--- START ---
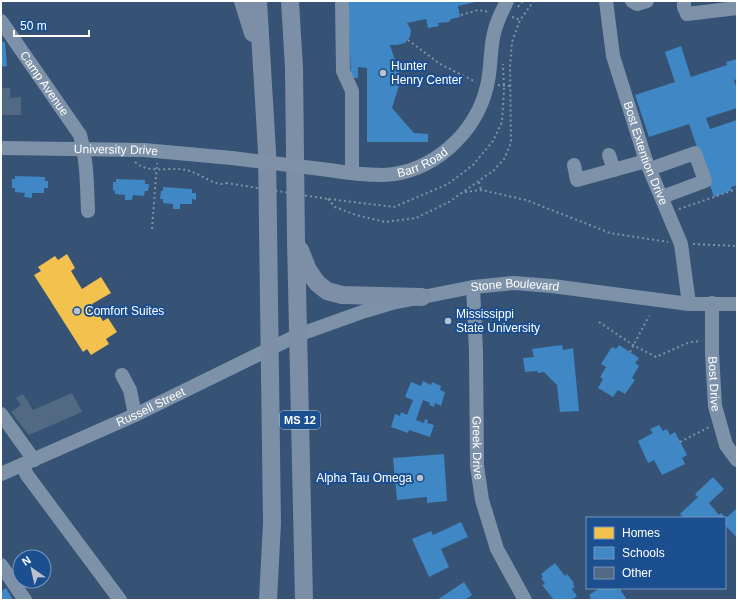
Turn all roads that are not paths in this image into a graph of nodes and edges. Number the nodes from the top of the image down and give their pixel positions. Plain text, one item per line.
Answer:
1 (243, 1) edge
2 (258, 1) edge
3 (290, 1) edge
4 (297, 1) edge
5 (342, 1) edge
6 (507, 1) edge
7 (606, 1) edge
8 (632, 1) edge
9 (647, 1) edge
10 (684, 1) edge
11 (737, 8) edge
12 (1, 21) edge
13 (294, 68) junction
14 (264, 101) junction
15 (1, 148) edge
16 (84, 149) junction
17 (609, 155) dead end
18 (232, 158) joint
19 (574, 165) dead end
20 (648, 165) junction
21 (614, 170) junction
22 (352, 173) junction
23 (662, 198) junction
24 (88, 211) dead end
25 (296, 240) junction
26 (473, 287) junction
27 (422, 297) junction
28 (712, 303) junction
29 (689, 304) junction
30 (737, 304) edge
31 (298, 335) junction
32 (269, 350) junction
33 (122, 375) dead end
34 (1, 414) edge
35 (135, 415) junction
36 (737, 460) edge
37 (28, 463) junction
38 (1, 474) edge
39 (1, 565) edge
40 (25, 600) edge
41 (120, 600) edge
42 (268, 600) edge
43 (304, 600) edge
44 (525, 600) edge

1 - 14 main road
2 - 14 main road, MS 12
3 - 13 main road, MS 12
4 - 13 main road
5 - 22 street
6 - 22 street, Barr Road
7 - 20 street, Bost Extention Drive
8 - 9 street
10 - 11 street
12 - 16 street, Camp Avenue
13 - 25 main road, MS 12
14 - 32 main road, MS 12
15 - 16 street, University Drive
16 - 18 street, University Drive
16 - 24 street, Camp Avenue
17 - 21 street
18 - 22 street, Barr Road, bridge
19 - 21 street
20 - 21 street
20 - 23 street, Bost Extention Drive
20 - 23 street
23 - 29 street, Bost Extention Drive
25 - 27 main road
25 - 31 main road, MS 12
26 - 27 street, Stone Boulevard
26 - 29 street, Stone Boulevard
26 - 44 street, Greek Drive
27 - 31 street, Stone Boulevard
28 - 29 street, Stone Boulevard
28 - 30 street, Stone Boulevard
28 - 36 street, Bost Drive
31 - 32 street, Russell Street
31 - 43 main road, MS 12
32 - 35 street, Russell Street
32 - 42 main road, MS 12
33 - 35 street
34 - 37 street
35 - 37 street, Russell Street
37 - 38 street, Russell Street
37 - 41 street
39 - 40 street

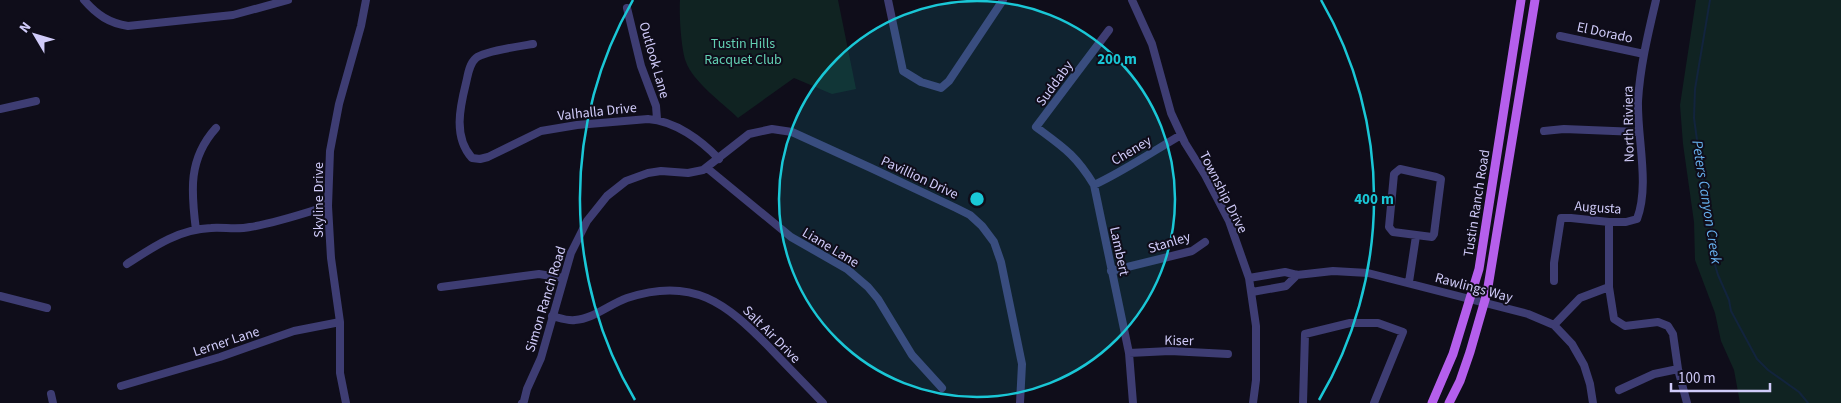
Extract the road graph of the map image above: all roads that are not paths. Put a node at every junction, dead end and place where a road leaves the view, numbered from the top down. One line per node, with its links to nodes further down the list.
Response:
1 (84, 0): 2 (street)
2 (288, 0)
3 (366, 0): 26 (street, Skyline Drive)
4 (888, 0): 5 (street)
5 (1003, 0)
6 (1132, 0): 22 (street, Township Drive)
7 (1521, 0): 43 (main road, Tustin Ranch Road)
8 (1535, 0): 44 (main road, Tustin Ranch Road)
9 (1656, 0): 14 (street, North Riviera)
10 (627, 8): 17 (street, Outlook Lane)
11 (1109, 30): 18 (street, Suddaby)
12 (1560, 36): 14 (street, El Dorado)
13 (533, 44): 17 (street, Valhalla Drive)
14 (1644, 54): 21 (street, North Riviera)
15 (36, 102): 16 (street)
16 (0, 109)
17 (657, 120): 23 (street, Valhalla Drive)
18 (1036, 127): 25 (street, Lambert)
19 (216, 128): 29 (street)
20 (1544, 131): 21 (street)
21 (1638, 132): 27 (street, North Riviera)
22 (1182, 135): 25 (street, Cheney); 36 (street, Township Drive)
23 (719, 159): 24 (street, Pavillion Drive); 60 (street, Pavillion Drive)
24 (707, 168): 35 (street, Simon Ranch Road); 53 (street, Liane Lane)
25 (1094, 185): 33 (street, Lambert)
26 (328, 206): 29 (street); 47 (street, Skyline Drive)
27 (1638, 219): 28 (street, Augusta)
28 (1609, 222): 37 (street, Augusta); 40 (street)
29 (196, 230): 32 (street)
30 (1416, 236): 30 (street); 38 (street)
31 (1205, 242): 33 (street, Stanley)
32 (127, 264)
33 (1111, 271): 49 (street, Lambert)
34 (1297, 275): 36 (street, Rawlings Way); 38 (street, Rawlings Way); 41 (street, Rawlings Way)
35 (563, 278): 39 (street); 46 (street, Simon Ranch Road)
36 (1249, 278): 41 (street, Township Drive)
37 (1554, 281)
38 (1409, 282): 43 (street, Rawlings Way)
39 (441, 287)
40 (1609, 287): 48 (street); 51 (street)
41 (1252, 292): 62 (street, Township Drive)
42 (0, 296): 45 (street)
43 (1471, 298): 44 (street, Rawlings Way); 65 (main road, Tustin Ranch Road)
44 (1485, 302): 48 (street, Rawlings Way); 66 (main road, Tustin Ranch Road)
45 (47, 308)
46 (552, 316): 58 (street, Simon Ranch Road); 59 (street, Salt Air Drive)
47 (340, 322): 52 (street, Lerner Lane); 57 (street, Skyline Drive)
48 (1554, 325): 67 (street, Rawlings Way)
49 (1129, 353): 50 (street, Kiser); 61 (street, Lambert)
50 (1228, 354)
51 (1678, 369): 54 (street); 68 (street)
52 (121, 386)
53 (942, 388)
54 (1618, 390)
55 (51, 394): 56 (street)
56 (53, 403)
57 (346, 403)
58 (522, 403)
59 (824, 403)
60 (1020, 403)
61 (1134, 403)
62 (1253, 403)
63 (1303, 403): 64 (street)
64 (1374, 403)
65 (1432, 403)
66 (1449, 403)
67 (1593, 403)
68 (1687, 403)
--- END ---
Work order
Take the entries above and restate them word for word, minus their images.

Response below
Turn all roads that are not paths in this image into a graph of nodes and edges. Number the nodes from the top of the image down and give their pixel positions. Plain text, one item per line.
Answer:
1 (243, 1) edge
2 (258, 1) edge
3 (290, 1) edge
4 (297, 1) edge
5 (342, 1) edge
6 (507, 1) edge
7 (606, 1) edge
8 (632, 1) edge
9 (647, 1) edge
10 (684, 1) edge
11 (737, 8) edge
12 (1, 21) edge
13 (294, 68) junction
14 (264, 101) junction
15 (1, 148) edge
16 (84, 149) junction
17 (609, 155) dead end
18 (232, 158) joint
19 (574, 165) dead end
20 (648, 165) junction
21 (614, 170) junction
22 (352, 173) junction
23 (662, 198) junction
24 (88, 211) dead end
25 (296, 240) junction
26 (473, 287) junction
27 (422, 297) junction
28 (712, 303) junction
29 (689, 304) junction
30 (737, 304) edge
31 (298, 335) junction
32 (269, 350) junction
33 (122, 375) dead end
34 (1, 414) edge
35 (135, 415) junction
36 (737, 460) edge
37 (28, 463) junction
38 (1, 474) edge
39 (1, 565) edge
40 (25, 600) edge
41 (120, 600) edge
42 (268, 600) edge
43 (304, 600) edge
44 (525, 600) edge

1 - 14 main road
2 - 14 main road, MS 12
3 - 13 main road, MS 12
4 - 13 main road
5 - 22 street
6 - 22 street, Barr Road
7 - 20 street, Bost Extention Drive
8 - 9 street
10 - 11 street
12 - 16 street, Camp Avenue
13 - 25 main road, MS 12
14 - 32 main road, MS 12
15 - 16 street, University Drive
16 - 18 street, University Drive
16 - 24 street, Camp Avenue
17 - 21 street
18 - 22 street, Barr Road, bridge
19 - 21 street
20 - 21 street
20 - 23 street, Bost Extention Drive
20 - 23 street
23 - 29 street, Bost Extention Drive
25 - 27 main road
25 - 31 main road, MS 12
26 - 27 street, Stone Boulevard
26 - 29 street, Stone Boulevard
26 - 44 street, Greek Drive
27 - 31 street, Stone Boulevard
28 - 29 street, Stone Boulevard
28 - 30 street, Stone Boulevard
28 - 36 street, Bost Drive
31 - 32 street, Russell Street
31 - 43 main road, MS 12
32 - 35 street, Russell Street
32 - 42 main road, MS 12
33 - 35 street
34 - 37 street
35 - 37 street, Russell Street
37 - 38 street, Russell Street
37 - 41 street
39 - 40 street

Extract the road graph of the map image above: all roads that are not paths. Put a node at every junction, dead end and place where a road leaves the view, numbered from the top down. One line per node, with its links to nodes further down the list.
Response:
1 (84, 0): 2 (street)
2 (288, 0)
3 (366, 0): 26 (street, Skyline Drive)
4 (888, 0): 5 (street)
5 (1003, 0)
6 (1132, 0): 22 (street, Township Drive)
7 (1521, 0): 43 (main road, Tustin Ranch Road)
8 (1535, 0): 44 (main road, Tustin Ranch Road)
9 (1656, 0): 14 (street, North Riviera)
10 (627, 8): 17 (street, Outlook Lane)
11 (1109, 30): 18 (street, Suddaby)
12 (1560, 36): 14 (street, El Dorado)
13 (533, 44): 17 (street, Valhalla Drive)
14 (1644, 54): 21 (street, North Riviera)
15 (36, 102): 16 (street)
16 (0, 109)
17 (657, 120): 23 (street, Valhalla Drive)
18 (1036, 127): 25 (street, Lambert)
19 (216, 128): 29 (street)
20 (1544, 131): 21 (street)
21 (1638, 132): 27 (street, North Riviera)
22 (1182, 135): 25 (street, Cheney); 36 (street, Township Drive)
23 (719, 159): 24 (street, Pavillion Drive); 60 (street, Pavillion Drive)
24 (707, 168): 35 (street, Simon Ranch Road); 53 (street, Liane Lane)
25 (1094, 185): 33 (street, Lambert)
26 (328, 206): 29 (street); 47 (street, Skyline Drive)
27 (1638, 219): 28 (street, Augusta)
28 (1609, 222): 37 (street, Augusta); 40 (street)
29 (196, 230): 32 (street)
30 (1416, 236): 30 (street); 38 (street)
31 (1205, 242): 33 (street, Stanley)
32 (127, 264)
33 (1111, 271): 49 (street, Lambert)
34 (1297, 275): 36 (street, Rawlings Way); 38 (street, Rawlings Way); 41 (street, Rawlings Way)
35 (563, 278): 39 (street); 46 (street, Simon Ranch Road)
36 (1249, 278): 41 (street, Township Drive)
37 (1554, 281)
38 (1409, 282): 43 (street, Rawlings Way)
39 (441, 287)
40 (1609, 287): 48 (street); 51 (street)
41 (1252, 292): 62 (street, Township Drive)
42 (0, 296): 45 (street)
43 (1471, 298): 44 (street, Rawlings Way); 65 (main road, Tustin Ranch Road)
44 (1485, 302): 48 (street, Rawlings Way); 66 (main road, Tustin Ranch Road)
45 (47, 308)
46 (552, 316): 58 (street, Simon Ranch Road); 59 (street, Salt Air Drive)
47 (340, 322): 52 (street, Lerner Lane); 57 (street, Skyline Drive)
48 (1554, 325): 67 (street, Rawlings Way)
49 (1129, 353): 50 (street, Kiser); 61 (street, Lambert)
50 (1228, 354)
51 (1678, 369): 54 (street); 68 (street)
52 (121, 386)
53 (942, 388)
54 (1618, 390)
55 (51, 394): 56 (street)
56 (53, 403)
57 (346, 403)
58 (522, 403)
59 (824, 403)
60 (1020, 403)
61 (1134, 403)
62 (1253, 403)
63 (1303, 403): 64 (street)
64 (1374, 403)
65 (1432, 403)
66 (1449, 403)
67 (1593, 403)
68 (1687, 403)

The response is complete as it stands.